(Beginning of MATERIAL SUPPLIED)

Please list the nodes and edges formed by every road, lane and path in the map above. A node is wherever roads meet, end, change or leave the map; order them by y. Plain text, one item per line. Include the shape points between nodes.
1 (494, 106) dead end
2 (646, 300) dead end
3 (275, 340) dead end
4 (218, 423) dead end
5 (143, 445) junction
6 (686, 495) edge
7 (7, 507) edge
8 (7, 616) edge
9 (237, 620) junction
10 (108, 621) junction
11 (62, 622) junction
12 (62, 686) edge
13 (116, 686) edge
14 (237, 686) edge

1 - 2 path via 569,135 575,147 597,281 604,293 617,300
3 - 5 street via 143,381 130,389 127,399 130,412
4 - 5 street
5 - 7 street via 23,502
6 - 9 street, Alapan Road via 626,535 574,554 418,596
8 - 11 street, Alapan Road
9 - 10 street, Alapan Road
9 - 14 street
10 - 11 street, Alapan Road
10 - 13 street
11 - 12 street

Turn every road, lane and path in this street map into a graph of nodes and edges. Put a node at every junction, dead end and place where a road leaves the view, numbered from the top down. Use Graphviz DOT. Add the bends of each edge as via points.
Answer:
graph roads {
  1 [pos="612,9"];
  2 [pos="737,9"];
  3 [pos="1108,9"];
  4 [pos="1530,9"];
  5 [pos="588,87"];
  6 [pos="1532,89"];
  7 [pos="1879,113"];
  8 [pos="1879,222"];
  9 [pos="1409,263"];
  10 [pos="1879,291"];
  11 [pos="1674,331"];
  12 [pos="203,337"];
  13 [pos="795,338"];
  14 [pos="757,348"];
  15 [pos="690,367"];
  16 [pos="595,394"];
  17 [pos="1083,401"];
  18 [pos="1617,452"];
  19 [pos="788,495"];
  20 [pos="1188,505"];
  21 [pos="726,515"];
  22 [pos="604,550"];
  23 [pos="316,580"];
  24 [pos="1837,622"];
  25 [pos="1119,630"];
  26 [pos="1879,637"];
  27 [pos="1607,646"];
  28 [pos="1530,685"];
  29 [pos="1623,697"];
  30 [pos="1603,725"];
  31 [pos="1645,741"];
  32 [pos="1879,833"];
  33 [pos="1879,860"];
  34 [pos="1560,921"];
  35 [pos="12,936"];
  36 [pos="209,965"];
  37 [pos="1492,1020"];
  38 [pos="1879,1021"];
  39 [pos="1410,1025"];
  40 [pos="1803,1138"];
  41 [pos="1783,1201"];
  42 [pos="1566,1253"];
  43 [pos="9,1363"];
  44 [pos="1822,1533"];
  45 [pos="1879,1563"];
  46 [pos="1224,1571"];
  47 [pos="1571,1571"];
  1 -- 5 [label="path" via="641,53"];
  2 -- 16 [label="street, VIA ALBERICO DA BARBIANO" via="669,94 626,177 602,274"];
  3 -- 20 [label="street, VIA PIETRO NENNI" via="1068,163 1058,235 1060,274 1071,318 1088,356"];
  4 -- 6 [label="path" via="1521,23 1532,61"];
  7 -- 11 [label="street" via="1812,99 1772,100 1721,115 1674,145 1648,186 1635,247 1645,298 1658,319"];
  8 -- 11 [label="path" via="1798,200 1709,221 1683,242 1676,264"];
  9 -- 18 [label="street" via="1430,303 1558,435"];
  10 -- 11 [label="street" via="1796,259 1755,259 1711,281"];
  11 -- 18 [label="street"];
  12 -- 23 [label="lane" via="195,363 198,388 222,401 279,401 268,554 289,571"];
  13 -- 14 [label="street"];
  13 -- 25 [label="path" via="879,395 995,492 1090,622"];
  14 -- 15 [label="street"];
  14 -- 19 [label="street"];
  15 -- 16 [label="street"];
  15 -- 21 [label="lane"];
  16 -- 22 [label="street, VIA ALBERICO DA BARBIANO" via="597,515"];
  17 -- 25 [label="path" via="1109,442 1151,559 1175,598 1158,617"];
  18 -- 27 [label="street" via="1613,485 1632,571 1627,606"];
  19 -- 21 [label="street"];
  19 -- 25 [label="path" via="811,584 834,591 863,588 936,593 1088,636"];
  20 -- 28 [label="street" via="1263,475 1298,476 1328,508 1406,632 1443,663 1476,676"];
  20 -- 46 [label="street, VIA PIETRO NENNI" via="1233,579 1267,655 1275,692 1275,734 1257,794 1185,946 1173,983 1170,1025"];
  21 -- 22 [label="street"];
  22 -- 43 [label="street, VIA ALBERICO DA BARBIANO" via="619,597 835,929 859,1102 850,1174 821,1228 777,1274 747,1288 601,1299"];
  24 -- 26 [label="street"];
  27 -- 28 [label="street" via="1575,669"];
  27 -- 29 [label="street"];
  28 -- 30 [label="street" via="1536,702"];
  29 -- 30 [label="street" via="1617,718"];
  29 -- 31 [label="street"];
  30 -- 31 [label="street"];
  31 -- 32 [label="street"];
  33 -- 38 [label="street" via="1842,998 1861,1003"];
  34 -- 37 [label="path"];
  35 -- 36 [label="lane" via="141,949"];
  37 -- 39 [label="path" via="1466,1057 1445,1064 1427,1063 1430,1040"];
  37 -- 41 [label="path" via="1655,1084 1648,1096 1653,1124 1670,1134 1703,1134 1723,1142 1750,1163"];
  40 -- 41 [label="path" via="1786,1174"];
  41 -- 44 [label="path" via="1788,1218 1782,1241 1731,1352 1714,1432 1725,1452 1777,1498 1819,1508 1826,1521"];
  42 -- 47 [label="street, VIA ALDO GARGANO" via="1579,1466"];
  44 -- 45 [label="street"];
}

(End of MATERIAL SUPPLIED)

▶ _TASK DESCRIPTION_: Reproduce the data exactly. Keep every line intact.

▶ _EXERCISE OUTPUT_:
Please list the nodes and edges formed by every road, lane and path in the map above. A node is wherever roads meet, end, change or leave the map; order them by y. Plain text, one item per line. Include the shape points between nodes.
1 (494, 106) dead end
2 (646, 300) dead end
3 (275, 340) dead end
4 (218, 423) dead end
5 (143, 445) junction
6 (686, 495) edge
7 (7, 507) edge
8 (7, 616) edge
9 (237, 620) junction
10 (108, 621) junction
11 (62, 622) junction
12 (62, 686) edge
13 (116, 686) edge
14 (237, 686) edge

1 - 2 path via 569,135 575,147 597,281 604,293 617,300
3 - 5 street via 143,381 130,389 127,399 130,412
4 - 5 street
5 - 7 street via 23,502
6 - 9 street, Alapan Road via 626,535 574,554 418,596
8 - 11 street, Alapan Road
9 - 10 street, Alapan Road
9 - 14 street
10 - 11 street, Alapan Road
10 - 13 street
11 - 12 street

Turn every road, lane and path in this street map into a graph of nodes and edges. Put a node at every junction, dead end and place where a road leaves the view, numbered from the top down. Use Graphviz DOT. Add the bends of each edge as via points.
Answer:
graph roads {
  1 [pos="612,9"];
  2 [pos="737,9"];
  3 [pos="1108,9"];
  4 [pos="1530,9"];
  5 [pos="588,87"];
  6 [pos="1532,89"];
  7 [pos="1879,113"];
  8 [pos="1879,222"];
  9 [pos="1409,263"];
  10 [pos="1879,291"];
  11 [pos="1674,331"];
  12 [pos="203,337"];
  13 [pos="795,338"];
  14 [pos="757,348"];
  15 [pos="690,367"];
  16 [pos="595,394"];
  17 [pos="1083,401"];
  18 [pos="1617,452"];
  19 [pos="788,495"];
  20 [pos="1188,505"];
  21 [pos="726,515"];
  22 [pos="604,550"];
  23 [pos="316,580"];
  24 [pos="1837,622"];
  25 [pos="1119,630"];
  26 [pos="1879,637"];
  27 [pos="1607,646"];
  28 [pos="1530,685"];
  29 [pos="1623,697"];
  30 [pos="1603,725"];
  31 [pos="1645,741"];
  32 [pos="1879,833"];
  33 [pos="1879,860"];
  34 [pos="1560,921"];
  35 [pos="12,936"];
  36 [pos="209,965"];
  37 [pos="1492,1020"];
  38 [pos="1879,1021"];
  39 [pos="1410,1025"];
  40 [pos="1803,1138"];
  41 [pos="1783,1201"];
  42 [pos="1566,1253"];
  43 [pos="9,1363"];
  44 [pos="1822,1533"];
  45 [pos="1879,1563"];
  46 [pos="1224,1571"];
  47 [pos="1571,1571"];
  1 -- 5 [label="path" via="641,53"];
  2 -- 16 [label="street, VIA ALBERICO DA BARBIANO" via="669,94 626,177 602,274"];
  3 -- 20 [label="street, VIA PIETRO NENNI" via="1068,163 1058,235 1060,274 1071,318 1088,356"];
  4 -- 6 [label="path" via="1521,23 1532,61"];
  7 -- 11 [label="street" via="1812,99 1772,100 1721,115 1674,145 1648,186 1635,247 1645,298 1658,319"];
  8 -- 11 [label="path" via="1798,200 1709,221 1683,242 1676,264"];
  9 -- 18 [label="street" via="1430,303 1558,435"];
  10 -- 11 [label="street" via="1796,259 1755,259 1711,281"];
  11 -- 18 [label="street"];
  12 -- 23 [label="lane" via="195,363 198,388 222,401 279,401 268,554 289,571"];
  13 -- 14 [label="street"];
  13 -- 25 [label="path" via="879,395 995,492 1090,622"];
  14 -- 15 [label="street"];
  14 -- 19 [label="street"];
  15 -- 16 [label="street"];
  15 -- 21 [label="lane"];
  16 -- 22 [label="street, VIA ALBERICO DA BARBIANO" via="597,515"];
  17 -- 25 [label="path" via="1109,442 1151,559 1175,598 1158,617"];
  18 -- 27 [label="street" via="1613,485 1632,571 1627,606"];
  19 -- 21 [label="street"];
  19 -- 25 [label="path" via="811,584 834,591 863,588 936,593 1088,636"];
  20 -- 28 [label="street" via="1263,475 1298,476 1328,508 1406,632 1443,663 1476,676"];
  20 -- 46 [label="street, VIA PIETRO NENNI" via="1233,579 1267,655 1275,692 1275,734 1257,794 1185,946 1173,983 1170,1025"];
  21 -- 22 [label="street"];
  22 -- 43 [label="street, VIA ALBERICO DA BARBIANO" via="619,597 835,929 859,1102 850,1174 821,1228 777,1274 747,1288 601,1299"];
  24 -- 26 [label="street"];
  27 -- 28 [label="street" via="1575,669"];
  27 -- 29 [label="street"];
  28 -- 30 [label="street" via="1536,702"];
  29 -- 30 [label="street" via="1617,718"];
  29 -- 31 [label="street"];
  30 -- 31 [label="street"];
  31 -- 32 [label="street"];
  33 -- 38 [label="street" via="1842,998 1861,1003"];
  34 -- 37 [label="path"];
  35 -- 36 [label="lane" via="141,949"];
  37 -- 39 [label="path" via="1466,1057 1445,1064 1427,1063 1430,1040"];
  37 -- 41 [label="path" via="1655,1084 1648,1096 1653,1124 1670,1134 1703,1134 1723,1142 1750,1163"];
  40 -- 41 [label="path" via="1786,1174"];
  41 -- 44 [label="path" via="1788,1218 1782,1241 1731,1352 1714,1432 1725,1452 1777,1498 1819,1508 1826,1521"];
  42 -- 47 [label="street, VIA ALDO GARGANO" via="1579,1466"];
  44 -- 45 [label="street"];
}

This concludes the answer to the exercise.